Ces dipositions ont pour objet de protéger la communauté, et donc le ménage, contre les engagements contractés par un époux qui ne sont utiles à la satisfaction du ménage et à l'entretien et l'éducation des enfants.

Ainsi, si Monsieur s'est acheté une Ferrari au moyen d'un emprunt sans l'accord de Madame son épouse commune en biens, qu'il perde son emploi et ne puisse par conséquent plus le rembourser, la banque prêteuse des fonds employés à l'achat ne pourra pas se rembourser sur les biens communs, notamment l'immeuble commun et le salaire de Madame. Elle ne pourra saisir que les biens propres et les revenus de Monsieur. Par hypothèse, Monsiuer n'as plus de revenus, en tout cas des revenus d'un montant moindre (les allocations chômage).

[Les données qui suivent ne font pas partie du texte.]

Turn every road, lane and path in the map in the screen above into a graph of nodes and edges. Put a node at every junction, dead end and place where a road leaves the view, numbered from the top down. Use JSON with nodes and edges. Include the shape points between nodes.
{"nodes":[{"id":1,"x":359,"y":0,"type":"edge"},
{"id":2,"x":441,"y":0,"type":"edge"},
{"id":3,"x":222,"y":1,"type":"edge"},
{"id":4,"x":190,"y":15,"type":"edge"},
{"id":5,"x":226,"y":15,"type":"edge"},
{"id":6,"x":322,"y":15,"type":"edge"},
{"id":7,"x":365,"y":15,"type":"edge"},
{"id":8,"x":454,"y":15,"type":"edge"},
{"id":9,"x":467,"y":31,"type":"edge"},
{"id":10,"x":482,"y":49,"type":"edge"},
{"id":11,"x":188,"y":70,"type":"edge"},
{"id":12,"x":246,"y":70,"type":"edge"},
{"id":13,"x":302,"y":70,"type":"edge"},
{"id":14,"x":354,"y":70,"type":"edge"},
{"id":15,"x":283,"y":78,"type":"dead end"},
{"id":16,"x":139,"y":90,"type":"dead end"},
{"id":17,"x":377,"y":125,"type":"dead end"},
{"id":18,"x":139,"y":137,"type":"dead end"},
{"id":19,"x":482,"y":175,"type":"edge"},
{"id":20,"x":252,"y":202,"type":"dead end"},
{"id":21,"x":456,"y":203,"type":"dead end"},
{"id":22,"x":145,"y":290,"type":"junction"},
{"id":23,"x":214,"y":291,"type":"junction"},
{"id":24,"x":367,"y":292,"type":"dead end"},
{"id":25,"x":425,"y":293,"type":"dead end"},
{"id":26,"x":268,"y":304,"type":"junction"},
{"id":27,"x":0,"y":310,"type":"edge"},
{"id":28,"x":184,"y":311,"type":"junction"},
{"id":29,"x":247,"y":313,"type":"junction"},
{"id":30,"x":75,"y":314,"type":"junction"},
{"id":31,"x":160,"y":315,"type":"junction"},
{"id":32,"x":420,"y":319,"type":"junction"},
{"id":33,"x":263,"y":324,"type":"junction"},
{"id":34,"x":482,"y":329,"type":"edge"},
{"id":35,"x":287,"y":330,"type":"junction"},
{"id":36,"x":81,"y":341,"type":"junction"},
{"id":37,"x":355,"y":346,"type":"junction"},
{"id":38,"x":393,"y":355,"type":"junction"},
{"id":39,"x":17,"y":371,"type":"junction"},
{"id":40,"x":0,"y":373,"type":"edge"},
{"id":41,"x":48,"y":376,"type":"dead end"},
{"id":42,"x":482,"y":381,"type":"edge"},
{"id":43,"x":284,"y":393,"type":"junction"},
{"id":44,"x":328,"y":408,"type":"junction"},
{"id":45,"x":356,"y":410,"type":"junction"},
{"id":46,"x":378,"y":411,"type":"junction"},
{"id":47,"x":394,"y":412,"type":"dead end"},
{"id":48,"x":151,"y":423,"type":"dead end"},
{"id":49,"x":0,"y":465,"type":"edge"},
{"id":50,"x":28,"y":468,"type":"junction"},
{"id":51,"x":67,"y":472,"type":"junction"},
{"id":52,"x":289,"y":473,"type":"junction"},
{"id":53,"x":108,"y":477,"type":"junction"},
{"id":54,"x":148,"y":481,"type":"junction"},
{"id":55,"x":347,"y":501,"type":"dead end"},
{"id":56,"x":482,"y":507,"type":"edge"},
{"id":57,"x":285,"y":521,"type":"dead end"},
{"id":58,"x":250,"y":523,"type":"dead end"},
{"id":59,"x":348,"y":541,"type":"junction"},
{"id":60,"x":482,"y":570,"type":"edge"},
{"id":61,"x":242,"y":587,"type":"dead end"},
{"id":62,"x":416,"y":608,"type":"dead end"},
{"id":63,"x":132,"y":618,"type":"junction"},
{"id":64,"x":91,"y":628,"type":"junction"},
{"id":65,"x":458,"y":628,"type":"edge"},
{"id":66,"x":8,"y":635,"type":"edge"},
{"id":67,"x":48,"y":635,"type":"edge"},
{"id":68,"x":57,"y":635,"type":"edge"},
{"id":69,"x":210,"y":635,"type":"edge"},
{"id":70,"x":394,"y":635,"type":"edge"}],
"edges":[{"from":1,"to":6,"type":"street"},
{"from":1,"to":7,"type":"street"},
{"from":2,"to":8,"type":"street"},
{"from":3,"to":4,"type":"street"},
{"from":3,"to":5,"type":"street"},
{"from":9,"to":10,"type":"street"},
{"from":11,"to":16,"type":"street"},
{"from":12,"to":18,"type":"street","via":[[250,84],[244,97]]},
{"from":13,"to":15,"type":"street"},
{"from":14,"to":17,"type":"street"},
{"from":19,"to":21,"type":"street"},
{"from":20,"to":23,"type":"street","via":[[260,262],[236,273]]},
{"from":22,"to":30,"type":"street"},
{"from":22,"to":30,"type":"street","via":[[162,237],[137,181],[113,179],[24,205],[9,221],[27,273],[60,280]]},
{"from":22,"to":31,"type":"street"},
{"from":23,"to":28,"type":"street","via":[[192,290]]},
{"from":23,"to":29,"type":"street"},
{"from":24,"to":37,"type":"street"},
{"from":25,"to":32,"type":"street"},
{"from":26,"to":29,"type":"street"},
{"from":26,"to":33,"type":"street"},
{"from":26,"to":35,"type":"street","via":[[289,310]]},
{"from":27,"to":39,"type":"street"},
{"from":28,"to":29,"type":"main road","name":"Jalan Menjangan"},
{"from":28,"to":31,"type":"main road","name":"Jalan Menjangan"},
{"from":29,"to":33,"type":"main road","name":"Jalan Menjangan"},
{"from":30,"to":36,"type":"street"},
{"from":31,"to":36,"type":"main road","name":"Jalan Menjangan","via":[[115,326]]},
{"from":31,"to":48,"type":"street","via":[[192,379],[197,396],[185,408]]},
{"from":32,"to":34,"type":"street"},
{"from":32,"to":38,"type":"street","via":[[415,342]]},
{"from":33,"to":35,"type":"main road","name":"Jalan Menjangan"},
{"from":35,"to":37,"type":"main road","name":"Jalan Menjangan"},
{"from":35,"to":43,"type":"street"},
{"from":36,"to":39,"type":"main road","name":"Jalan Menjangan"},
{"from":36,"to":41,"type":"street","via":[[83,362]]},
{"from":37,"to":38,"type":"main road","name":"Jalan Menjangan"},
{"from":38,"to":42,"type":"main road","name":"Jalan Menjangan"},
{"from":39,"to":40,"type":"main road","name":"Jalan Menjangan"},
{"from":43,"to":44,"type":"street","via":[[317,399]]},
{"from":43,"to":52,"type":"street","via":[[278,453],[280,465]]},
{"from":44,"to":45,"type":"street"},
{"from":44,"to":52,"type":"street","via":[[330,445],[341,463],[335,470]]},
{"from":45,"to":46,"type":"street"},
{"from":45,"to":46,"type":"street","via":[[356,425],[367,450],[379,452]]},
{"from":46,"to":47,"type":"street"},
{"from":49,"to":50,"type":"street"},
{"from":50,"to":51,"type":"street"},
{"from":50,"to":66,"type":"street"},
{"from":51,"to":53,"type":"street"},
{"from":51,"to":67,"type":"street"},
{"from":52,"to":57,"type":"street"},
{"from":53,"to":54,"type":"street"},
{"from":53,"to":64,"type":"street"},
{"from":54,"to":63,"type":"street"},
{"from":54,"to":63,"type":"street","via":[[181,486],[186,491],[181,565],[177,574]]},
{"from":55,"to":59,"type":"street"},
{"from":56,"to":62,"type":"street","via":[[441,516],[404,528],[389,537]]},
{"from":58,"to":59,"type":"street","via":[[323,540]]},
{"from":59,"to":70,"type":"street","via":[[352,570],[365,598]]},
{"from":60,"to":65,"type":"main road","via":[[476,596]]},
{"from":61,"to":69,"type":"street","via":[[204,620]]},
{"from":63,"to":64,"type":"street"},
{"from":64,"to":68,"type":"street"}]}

Les créanciers ne pourront saisir que ses revenus et ses biens propres, c'est-à-dire les biens qu'il possédait avant le mariage et ceux qu'il a acquis par donation ou succession postérieurement au mariage.

Encore faut-il qu'il en existe; les créanciers seront tentés de saisir en plus les biens communs, les revenus de Madame et les biens propres de cette dernière.

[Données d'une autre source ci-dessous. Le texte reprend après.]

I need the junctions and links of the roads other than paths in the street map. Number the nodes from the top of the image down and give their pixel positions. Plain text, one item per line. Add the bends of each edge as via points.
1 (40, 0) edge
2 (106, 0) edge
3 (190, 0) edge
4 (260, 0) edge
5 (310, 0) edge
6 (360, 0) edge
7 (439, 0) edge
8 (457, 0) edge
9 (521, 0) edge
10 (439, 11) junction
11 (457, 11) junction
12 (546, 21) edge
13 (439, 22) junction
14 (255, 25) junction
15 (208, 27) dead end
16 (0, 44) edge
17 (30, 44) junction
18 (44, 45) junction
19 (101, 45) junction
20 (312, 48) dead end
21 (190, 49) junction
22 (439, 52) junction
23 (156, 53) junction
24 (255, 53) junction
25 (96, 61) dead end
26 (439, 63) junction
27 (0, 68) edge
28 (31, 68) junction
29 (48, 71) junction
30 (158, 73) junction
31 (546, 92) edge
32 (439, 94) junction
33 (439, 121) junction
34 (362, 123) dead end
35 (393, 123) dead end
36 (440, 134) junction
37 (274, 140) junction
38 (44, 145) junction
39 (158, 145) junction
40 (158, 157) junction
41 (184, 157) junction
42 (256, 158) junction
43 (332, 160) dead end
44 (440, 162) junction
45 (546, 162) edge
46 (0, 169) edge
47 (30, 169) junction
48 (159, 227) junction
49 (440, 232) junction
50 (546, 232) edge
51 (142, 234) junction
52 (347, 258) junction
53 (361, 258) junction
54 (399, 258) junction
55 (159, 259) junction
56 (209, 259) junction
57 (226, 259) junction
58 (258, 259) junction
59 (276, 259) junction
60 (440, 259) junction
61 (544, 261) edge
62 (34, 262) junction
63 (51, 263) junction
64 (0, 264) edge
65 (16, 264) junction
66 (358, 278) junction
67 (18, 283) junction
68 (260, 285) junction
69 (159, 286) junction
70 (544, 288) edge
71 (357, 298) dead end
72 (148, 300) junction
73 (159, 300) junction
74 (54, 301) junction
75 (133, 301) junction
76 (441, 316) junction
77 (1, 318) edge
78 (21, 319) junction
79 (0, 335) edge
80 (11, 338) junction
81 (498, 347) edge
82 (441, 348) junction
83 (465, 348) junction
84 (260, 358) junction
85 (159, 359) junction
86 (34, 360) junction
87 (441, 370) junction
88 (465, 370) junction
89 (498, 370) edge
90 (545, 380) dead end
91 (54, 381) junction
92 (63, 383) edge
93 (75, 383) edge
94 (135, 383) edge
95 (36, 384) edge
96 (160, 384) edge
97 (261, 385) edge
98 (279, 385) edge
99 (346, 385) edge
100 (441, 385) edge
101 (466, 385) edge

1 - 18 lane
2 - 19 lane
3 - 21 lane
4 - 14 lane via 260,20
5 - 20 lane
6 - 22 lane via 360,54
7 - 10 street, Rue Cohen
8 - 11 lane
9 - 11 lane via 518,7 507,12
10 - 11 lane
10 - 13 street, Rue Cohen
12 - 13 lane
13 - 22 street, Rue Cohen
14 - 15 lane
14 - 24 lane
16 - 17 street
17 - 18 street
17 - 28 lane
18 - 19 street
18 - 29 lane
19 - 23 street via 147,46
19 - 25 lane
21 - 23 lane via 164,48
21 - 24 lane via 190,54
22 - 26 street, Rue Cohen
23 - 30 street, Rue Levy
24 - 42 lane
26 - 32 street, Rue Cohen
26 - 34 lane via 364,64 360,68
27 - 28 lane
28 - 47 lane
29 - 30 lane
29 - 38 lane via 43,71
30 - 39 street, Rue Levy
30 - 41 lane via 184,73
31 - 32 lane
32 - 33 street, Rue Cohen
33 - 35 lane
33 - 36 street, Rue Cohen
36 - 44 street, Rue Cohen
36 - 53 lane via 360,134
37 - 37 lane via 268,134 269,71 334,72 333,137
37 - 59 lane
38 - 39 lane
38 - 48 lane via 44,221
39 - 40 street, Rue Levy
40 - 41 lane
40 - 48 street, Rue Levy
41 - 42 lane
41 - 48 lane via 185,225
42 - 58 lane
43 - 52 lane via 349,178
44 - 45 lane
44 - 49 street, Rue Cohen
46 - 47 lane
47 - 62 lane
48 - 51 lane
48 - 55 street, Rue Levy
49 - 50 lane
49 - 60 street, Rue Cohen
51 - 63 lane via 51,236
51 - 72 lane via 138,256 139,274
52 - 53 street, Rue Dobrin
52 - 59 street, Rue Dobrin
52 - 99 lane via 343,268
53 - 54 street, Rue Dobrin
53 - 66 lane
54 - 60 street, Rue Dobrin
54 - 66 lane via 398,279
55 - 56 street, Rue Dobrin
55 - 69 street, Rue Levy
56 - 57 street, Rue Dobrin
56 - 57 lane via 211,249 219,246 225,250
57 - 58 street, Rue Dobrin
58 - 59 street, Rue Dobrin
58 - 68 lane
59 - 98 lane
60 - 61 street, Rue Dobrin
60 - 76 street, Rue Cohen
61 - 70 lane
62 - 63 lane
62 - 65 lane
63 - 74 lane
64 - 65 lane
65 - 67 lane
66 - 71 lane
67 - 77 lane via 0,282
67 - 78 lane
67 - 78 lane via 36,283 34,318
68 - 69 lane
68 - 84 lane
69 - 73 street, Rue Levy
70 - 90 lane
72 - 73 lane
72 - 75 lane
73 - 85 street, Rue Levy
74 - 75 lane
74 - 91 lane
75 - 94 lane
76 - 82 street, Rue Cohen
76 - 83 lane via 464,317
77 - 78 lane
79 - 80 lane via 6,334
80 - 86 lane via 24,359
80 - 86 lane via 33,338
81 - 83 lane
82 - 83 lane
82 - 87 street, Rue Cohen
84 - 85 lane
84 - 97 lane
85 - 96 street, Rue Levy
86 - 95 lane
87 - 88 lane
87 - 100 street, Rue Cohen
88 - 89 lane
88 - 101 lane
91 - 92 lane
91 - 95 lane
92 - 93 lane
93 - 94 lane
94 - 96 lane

Ils ne pourront valablement le faire que si Madame a donné son accord à l'emprunt ou au cautionnement contracté par Monsieur.

La Cour de Cassation, par l'arrêt de sa 1ère Chambre en date du 29 Juin 2011 (n° 10-11.012), rappelle que cet accord du conjoint doit être donné au plus tard au moment de l'acte qui constate l'emprunt ou le cautionnement, qu'il doit être exprès et qu'il ne peut pas être donné a posteriori.

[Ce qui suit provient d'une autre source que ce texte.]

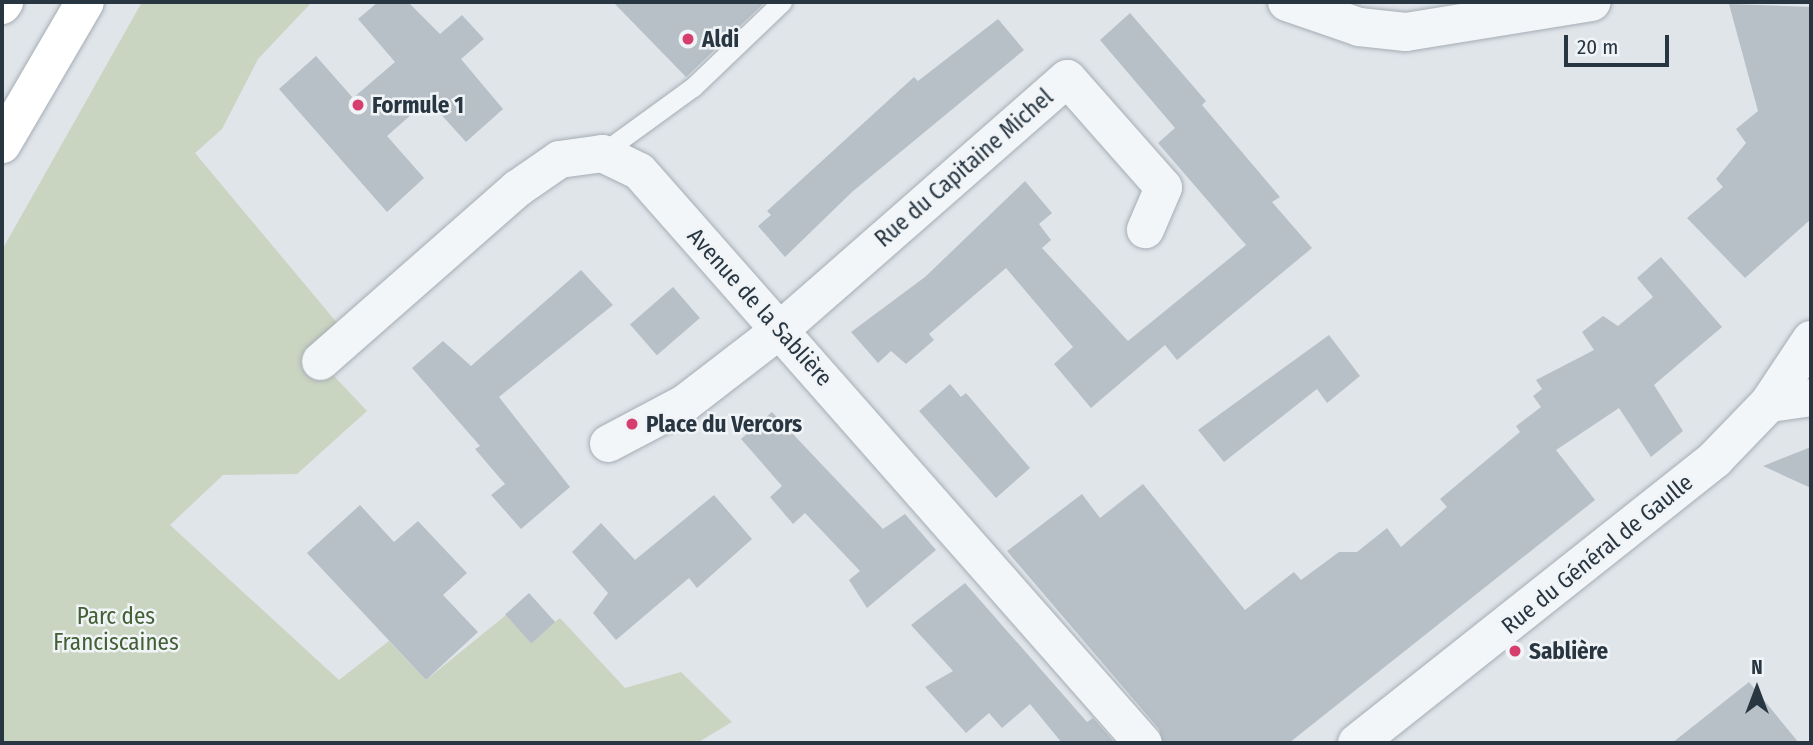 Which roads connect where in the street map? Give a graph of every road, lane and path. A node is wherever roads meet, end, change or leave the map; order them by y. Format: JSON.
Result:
{"nodes":[{"id":1,"x":85,"y":2,"type":"edge"},
{"id":2,"x":782,"y":2,"type":"edge"},
{"id":3,"x":1287,"y":2,"type":"edge"},
{"id":4,"x":1592,"y":2,"type":"edge"},
{"id":5,"x":2,"y":145,"type":"edge"},
{"id":6,"x":602,"y":153,"type":"junction"},
{"id":7,"x":1145,"y":229,"type":"dead end"},
{"id":8,"x":780,"y":329,"type":"junction"},
{"id":9,"x":1811,"y":340,"type":"edge"},
{"id":10,"x":320,"y":361,"type":"dead end"},
{"id":11,"x":1811,"y":397,"type":"edge"},
{"id":12,"x":1769,"y":403,"type":"junction"},
{"id":13,"x":608,"y":443,"type":"dead end"},
{"id":14,"x":1143,"y":743,"type":"edge"},
{"id":15,"x":1357,"y":743,"type":"edge"}],
"edges":[{"from":1,"to":5,"type":"highway"},
{"from":2,"to":6,"type":"lane"},
{"from":3,"to":4,"type":"street"},
{"from":6,"to":8,"type":"street","name":"Avenue de la Sablière"},
{"from":6,"to":10,"type":"street"},
{"from":7,"to":8,"type":"street","name":"Rue du Capitaine Michel"},
{"from":8,"to":13,"type":"street"},
{"from":8,"to":14,"type":"street","name":"Avenue de la Sablière"},
{"from":9,"to":12,"type":"street","name":"Rue du Général de Gaulle"},
{"from":11,"to":12,"type":"street"},
{"from":12,"to":15,"type":"street","name":"Rue du Général de Gaulle"}]}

1) Le consentement du conjoint doit en premier lieu être donné au plus tard lors de la soucription de l'emprunt ou du cautionnement. Cela est conforme au texte de l'article 1415 du Code civil et conforme à l'intention du législateur, qui a voulu protéger le ménage;

2) L'accord du conjoint doit par ailleurs être exprès, comme le stipule l'article 1415 du Code civil, ce qui signifie que l'accord du conjoint ne peut pas être déduit de faits ou de circonstances : il ne peut pas être présumé. Le consentement ne peut pas être implicite, ni tacite. Il doit clairement résulter d'un acte, sépré ou distinct de l'acte, voire contenu dans l'acte constatant l'emprunt ou le cautionnement.

Dans le cas jugé par la Cour de Cassation le 29 Juin 2011, le fait que les deux époux aient donné leur accord au plan conventionnel de redressement qui inclut la dette en question, et que l'époux qui n'a pas contracté ladite dette ait par conséquent reconnu devoir la payer, n'est pas suffisant à établir qu'il a donné son accord à l'emprunt.

De même, les tribunaux considèrent que la simple signature de la fiche de renseignements à remplir par le candidat au crédit ne peut pas valoir consentement exprès.